More fundamentally, both saints were — in their blood and their belief — living, breathing declarations of divine truth. They were defined by their courage, yes, but also their unwavering compassion, devotion to goodness, and commitment to justice. In the Islamic tradition, Jesus is the Word and Spirit of God. Imam Hussain, as the bearer of wilayah, was the prophetic inheritance made flesh — he of whom the Prophet ﷺ said with boundless love: "Hussain is from me, and I am from Hussain." To move against either was to move against the very light of God on earth. In their blood, both men carried forth the legacies of their righteous ancestors. Most obviously, the roots of their holy origins began with their venerated mothers. You cannot speak of Hussain without Sayeda Fatima al-Zahra, just as you cannot speak of Jesus without Mary (peace be upon them all). In Islam, both Mary and Fatima are named as the greatest women of all creation. They are uniquely beloved to God for their righteousness, their purity, their iron-spined strength. They honored what it means to have children who serve God, even if death is the price. Thus, through their own proximity to the Divine, they laid the groundwork for their sons to accept the paths they took. When the time came, Mary stood at the foot of the cross, and Fatima, though already departed from this world, is reported in narrations to have been present on Ashura in spirit, grieving over the mutilated body of Hussain. In life and death, they were mirrors of each other. Mary, too, is believed to have ascended to Heaven, just as Jesus was. Fatima, too, was denied her rights and owed respect before her death. And just as both mothers were persecuted by their societies, they had to bear witness to their sons experiencing the same. But beyond this sorrow lies a greater beauty, too. Together, mother and son form the complete picture of divine love and the pain it requires in an unjust world. Each pair walk paths of extraordinary devotion and divine mission; Mary and Fatima are the light in darkness, Jesus and Hussain are the shadows cast by standing against tyrants. The mothers sorrowed sanctuaries, the sons martyrs of mercy. They constitute, together, the full spectrum of spiritual resistance.

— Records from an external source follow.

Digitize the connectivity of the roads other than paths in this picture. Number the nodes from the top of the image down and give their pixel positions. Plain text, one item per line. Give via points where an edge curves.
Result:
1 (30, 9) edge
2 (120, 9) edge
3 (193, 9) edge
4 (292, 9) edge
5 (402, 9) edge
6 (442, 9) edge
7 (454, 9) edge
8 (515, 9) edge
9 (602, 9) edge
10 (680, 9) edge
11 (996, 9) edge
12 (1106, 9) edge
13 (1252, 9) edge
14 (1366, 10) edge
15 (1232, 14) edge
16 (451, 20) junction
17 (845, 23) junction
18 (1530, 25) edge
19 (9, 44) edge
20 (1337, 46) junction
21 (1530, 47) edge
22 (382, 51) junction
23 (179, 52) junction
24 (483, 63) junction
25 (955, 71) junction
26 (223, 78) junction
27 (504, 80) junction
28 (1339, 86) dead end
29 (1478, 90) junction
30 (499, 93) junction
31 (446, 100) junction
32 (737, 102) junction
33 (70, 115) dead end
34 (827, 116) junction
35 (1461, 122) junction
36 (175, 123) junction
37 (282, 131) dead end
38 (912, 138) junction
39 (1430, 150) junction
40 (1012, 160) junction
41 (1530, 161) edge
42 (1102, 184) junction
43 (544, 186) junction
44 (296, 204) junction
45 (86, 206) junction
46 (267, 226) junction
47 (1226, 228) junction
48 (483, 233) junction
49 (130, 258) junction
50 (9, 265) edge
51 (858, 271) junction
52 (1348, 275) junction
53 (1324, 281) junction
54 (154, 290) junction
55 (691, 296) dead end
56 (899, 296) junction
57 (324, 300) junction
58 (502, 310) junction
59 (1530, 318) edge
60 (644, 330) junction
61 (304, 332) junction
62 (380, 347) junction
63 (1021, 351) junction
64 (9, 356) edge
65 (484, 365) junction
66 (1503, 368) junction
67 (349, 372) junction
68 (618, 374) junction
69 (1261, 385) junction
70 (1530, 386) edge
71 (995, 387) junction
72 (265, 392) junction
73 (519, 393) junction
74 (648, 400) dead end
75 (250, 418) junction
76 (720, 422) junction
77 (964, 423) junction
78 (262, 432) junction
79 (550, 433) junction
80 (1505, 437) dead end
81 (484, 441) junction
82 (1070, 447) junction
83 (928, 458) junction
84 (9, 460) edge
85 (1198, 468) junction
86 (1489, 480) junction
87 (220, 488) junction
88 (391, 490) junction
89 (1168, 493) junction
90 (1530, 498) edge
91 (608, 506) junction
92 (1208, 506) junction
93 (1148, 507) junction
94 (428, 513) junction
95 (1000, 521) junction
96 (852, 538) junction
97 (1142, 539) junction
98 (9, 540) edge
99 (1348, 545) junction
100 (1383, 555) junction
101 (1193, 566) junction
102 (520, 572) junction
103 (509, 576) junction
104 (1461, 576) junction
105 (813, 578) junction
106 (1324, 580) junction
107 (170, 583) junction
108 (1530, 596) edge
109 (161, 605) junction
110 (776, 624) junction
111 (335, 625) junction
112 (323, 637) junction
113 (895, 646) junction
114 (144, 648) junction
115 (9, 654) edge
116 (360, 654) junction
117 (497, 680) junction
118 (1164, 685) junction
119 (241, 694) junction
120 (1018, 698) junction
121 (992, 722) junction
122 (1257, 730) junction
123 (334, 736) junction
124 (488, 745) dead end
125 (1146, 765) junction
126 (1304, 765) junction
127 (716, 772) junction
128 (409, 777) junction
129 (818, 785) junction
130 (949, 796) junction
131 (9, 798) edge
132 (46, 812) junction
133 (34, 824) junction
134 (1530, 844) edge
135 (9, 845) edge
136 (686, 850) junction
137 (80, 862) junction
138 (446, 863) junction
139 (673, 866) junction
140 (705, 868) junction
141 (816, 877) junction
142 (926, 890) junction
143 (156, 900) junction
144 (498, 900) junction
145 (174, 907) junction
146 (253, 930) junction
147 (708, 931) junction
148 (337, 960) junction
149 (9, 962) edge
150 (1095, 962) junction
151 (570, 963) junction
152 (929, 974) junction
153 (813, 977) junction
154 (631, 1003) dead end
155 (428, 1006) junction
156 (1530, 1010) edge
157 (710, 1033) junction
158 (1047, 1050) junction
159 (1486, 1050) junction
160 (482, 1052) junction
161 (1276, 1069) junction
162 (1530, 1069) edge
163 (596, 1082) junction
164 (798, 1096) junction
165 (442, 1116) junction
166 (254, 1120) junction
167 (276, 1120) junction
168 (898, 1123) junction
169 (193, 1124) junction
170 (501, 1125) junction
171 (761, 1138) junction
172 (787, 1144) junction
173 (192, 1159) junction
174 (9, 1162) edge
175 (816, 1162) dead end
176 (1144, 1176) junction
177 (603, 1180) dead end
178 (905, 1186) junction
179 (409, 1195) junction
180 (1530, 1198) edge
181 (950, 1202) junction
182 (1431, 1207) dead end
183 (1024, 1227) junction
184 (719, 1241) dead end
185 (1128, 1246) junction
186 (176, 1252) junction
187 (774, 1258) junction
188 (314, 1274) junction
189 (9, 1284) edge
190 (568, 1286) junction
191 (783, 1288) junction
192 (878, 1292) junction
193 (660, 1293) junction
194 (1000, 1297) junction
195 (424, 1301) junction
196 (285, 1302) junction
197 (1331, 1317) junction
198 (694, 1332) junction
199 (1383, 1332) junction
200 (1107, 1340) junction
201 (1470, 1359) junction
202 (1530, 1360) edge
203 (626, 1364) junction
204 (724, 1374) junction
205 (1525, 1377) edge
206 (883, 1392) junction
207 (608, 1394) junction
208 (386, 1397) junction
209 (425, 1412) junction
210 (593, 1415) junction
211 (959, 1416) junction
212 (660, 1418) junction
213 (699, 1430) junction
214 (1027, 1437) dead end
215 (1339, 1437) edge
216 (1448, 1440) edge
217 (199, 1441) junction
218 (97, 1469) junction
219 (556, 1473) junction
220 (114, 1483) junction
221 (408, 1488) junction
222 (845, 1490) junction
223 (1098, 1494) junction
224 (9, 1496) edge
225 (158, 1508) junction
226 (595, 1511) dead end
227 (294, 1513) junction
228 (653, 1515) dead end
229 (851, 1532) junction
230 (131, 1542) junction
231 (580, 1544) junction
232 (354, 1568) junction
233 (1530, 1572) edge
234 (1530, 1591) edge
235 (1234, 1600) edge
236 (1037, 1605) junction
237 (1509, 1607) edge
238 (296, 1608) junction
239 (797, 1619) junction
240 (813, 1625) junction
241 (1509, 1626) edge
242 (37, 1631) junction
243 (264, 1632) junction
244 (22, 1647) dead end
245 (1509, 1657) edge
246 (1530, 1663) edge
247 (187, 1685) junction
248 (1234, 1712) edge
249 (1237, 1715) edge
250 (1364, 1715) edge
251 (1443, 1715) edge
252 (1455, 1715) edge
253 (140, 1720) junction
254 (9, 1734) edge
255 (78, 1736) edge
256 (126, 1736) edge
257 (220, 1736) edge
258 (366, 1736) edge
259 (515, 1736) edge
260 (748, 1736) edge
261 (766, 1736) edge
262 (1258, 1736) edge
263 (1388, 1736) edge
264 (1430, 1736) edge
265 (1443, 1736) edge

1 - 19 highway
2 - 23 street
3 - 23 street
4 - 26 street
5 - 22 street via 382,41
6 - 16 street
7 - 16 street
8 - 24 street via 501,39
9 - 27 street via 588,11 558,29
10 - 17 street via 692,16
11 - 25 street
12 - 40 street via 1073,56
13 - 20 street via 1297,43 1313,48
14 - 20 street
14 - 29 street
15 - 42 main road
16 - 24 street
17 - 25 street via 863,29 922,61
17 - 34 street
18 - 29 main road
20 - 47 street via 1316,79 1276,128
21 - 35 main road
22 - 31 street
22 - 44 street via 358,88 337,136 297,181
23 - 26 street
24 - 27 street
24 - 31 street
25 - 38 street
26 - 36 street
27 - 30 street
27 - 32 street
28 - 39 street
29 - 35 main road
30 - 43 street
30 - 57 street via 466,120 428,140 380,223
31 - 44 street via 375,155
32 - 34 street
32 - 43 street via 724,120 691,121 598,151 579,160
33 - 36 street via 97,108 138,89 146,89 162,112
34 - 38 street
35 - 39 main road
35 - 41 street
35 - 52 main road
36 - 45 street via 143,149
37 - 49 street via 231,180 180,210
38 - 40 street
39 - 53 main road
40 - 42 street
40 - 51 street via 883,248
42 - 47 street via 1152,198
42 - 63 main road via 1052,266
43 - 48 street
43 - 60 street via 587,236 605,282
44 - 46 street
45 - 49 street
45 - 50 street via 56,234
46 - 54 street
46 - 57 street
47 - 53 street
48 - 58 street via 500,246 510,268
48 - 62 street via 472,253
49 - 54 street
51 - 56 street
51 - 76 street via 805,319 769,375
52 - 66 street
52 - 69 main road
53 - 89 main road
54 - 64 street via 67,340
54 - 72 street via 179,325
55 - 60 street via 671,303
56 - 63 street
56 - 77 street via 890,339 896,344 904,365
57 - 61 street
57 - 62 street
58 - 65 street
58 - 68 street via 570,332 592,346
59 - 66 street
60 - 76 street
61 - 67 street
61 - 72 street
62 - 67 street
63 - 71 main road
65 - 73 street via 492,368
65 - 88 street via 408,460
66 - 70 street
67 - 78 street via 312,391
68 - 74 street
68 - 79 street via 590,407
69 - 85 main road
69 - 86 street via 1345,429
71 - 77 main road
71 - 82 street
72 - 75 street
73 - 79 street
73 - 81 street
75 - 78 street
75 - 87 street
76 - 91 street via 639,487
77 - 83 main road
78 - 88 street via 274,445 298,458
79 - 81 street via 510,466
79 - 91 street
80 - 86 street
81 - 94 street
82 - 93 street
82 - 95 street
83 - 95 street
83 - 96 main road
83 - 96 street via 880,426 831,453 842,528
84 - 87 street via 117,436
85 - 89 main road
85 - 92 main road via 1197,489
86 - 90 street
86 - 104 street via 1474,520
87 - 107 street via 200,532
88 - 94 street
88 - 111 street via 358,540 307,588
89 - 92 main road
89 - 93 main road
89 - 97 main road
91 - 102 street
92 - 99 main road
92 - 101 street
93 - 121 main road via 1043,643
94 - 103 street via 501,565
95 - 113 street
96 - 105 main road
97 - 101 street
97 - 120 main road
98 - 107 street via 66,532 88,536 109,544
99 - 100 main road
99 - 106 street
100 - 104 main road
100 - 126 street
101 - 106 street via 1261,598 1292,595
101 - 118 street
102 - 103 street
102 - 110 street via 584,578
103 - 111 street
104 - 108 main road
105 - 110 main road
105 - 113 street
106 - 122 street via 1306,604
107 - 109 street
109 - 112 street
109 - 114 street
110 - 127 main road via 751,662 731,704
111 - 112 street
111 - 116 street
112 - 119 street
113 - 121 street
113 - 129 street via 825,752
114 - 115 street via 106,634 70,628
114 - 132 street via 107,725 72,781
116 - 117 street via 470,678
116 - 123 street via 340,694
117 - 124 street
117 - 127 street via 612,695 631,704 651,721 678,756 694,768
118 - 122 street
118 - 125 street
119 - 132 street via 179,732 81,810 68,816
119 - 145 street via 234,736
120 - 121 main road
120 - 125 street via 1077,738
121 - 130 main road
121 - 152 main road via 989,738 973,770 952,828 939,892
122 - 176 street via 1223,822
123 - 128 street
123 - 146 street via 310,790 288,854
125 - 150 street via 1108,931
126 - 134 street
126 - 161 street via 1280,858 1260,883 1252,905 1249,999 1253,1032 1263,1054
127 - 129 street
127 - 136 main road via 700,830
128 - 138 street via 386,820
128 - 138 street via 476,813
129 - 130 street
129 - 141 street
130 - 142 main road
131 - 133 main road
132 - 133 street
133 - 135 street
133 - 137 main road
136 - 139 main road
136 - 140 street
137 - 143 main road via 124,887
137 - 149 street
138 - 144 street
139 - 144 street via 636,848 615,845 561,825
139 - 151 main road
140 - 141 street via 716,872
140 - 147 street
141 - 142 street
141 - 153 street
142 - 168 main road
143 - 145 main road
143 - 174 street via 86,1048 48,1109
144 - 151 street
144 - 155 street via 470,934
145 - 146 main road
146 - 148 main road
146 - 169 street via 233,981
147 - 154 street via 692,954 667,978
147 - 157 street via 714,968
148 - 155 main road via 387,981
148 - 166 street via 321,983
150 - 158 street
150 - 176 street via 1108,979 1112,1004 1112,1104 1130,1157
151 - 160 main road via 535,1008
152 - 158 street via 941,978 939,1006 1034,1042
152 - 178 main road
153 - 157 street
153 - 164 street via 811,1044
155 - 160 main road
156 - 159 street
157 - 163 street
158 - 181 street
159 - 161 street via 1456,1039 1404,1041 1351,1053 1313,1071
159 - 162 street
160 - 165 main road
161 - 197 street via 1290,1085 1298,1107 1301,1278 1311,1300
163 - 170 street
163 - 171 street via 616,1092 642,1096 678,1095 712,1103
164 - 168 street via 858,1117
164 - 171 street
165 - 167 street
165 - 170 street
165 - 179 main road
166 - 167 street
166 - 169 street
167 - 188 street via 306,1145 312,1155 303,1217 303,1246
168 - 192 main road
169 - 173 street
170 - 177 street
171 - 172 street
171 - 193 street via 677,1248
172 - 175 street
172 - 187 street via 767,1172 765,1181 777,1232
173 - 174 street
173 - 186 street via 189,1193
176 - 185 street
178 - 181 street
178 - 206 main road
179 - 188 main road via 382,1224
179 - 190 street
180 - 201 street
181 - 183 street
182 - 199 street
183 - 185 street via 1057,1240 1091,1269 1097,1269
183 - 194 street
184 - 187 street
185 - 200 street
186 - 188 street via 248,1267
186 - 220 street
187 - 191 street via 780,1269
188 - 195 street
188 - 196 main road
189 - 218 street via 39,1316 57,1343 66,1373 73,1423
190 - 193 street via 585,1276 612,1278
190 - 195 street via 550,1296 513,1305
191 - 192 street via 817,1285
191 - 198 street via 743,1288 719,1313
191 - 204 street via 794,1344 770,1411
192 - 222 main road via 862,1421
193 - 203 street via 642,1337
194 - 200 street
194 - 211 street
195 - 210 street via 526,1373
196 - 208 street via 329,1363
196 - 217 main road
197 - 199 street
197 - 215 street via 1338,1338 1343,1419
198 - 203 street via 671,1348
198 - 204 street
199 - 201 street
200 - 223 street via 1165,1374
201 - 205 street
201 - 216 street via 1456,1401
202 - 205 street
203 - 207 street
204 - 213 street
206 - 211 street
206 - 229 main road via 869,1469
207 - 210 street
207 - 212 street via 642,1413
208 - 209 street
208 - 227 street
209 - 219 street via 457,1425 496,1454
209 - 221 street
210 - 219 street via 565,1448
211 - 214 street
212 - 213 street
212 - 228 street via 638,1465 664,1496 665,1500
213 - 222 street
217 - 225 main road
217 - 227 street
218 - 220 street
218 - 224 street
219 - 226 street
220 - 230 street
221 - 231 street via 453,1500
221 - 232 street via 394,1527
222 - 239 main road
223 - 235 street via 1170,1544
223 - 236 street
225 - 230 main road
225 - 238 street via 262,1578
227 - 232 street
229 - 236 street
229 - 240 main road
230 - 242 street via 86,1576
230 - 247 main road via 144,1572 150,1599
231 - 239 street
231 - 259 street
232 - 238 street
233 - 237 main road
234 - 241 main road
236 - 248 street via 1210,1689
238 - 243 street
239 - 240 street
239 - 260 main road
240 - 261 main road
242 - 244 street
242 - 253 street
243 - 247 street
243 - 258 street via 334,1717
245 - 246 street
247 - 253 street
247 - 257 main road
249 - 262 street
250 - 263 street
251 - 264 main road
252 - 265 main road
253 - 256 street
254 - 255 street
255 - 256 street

Saints are beyond comparison in their holy stature, yes, but the parallels between yesterday’s oppression and today’s has never been more abundantly clear. The similarities are not merely poetic — they are, if anything, an enraging indictment. Our current moment forces all to bear witness to the clear divide between truth and falsehood. One is either with Christ or with his killers; with Yazid or with Hussain. There is no middle ground, no matter how one may attempt to twist it through the gross language of ‘neutrality’. The name of the empire may have changed, but the oppressor’s very essence, and even blueprint, has not. What led to the shedding of pure blood then has led to the same now. Today, the lovers of Christ in Jerusalem and its surrounding grounds are subjected to the brutality of another bloodthirsty, Godless empire. The lovers of Hussain, too, are subjected to evil at the same hands, only a border away from Karbala’s holy earth. The same arrogance, the same dehumanization, the same theological justifications drape themselves over these illegal wars, only more than a millennium later.
In Karbala, Yazid’s army cut off access to water from the Euphrates, so Hussain’s camp spent three days languishing in thirst before their slaughter. Children wept under the desert sun, only to then have their water-bearer, Abbas, Hussain’s loyal brother, slaughtered as he went to retrieve some. Today, the open-air prison that is Gaza remains starved of the same mercy, with tiny bodies running after empty water trucks as the world stands idly by. In Karbala, women and children were taken captive as their tents were set ablaze, thrown into the prisons of Damascus and killed. Today, Palestinian, Lebanese, and Iranian children are pulled from rubble, their names read like a litany the world pretends not to hear.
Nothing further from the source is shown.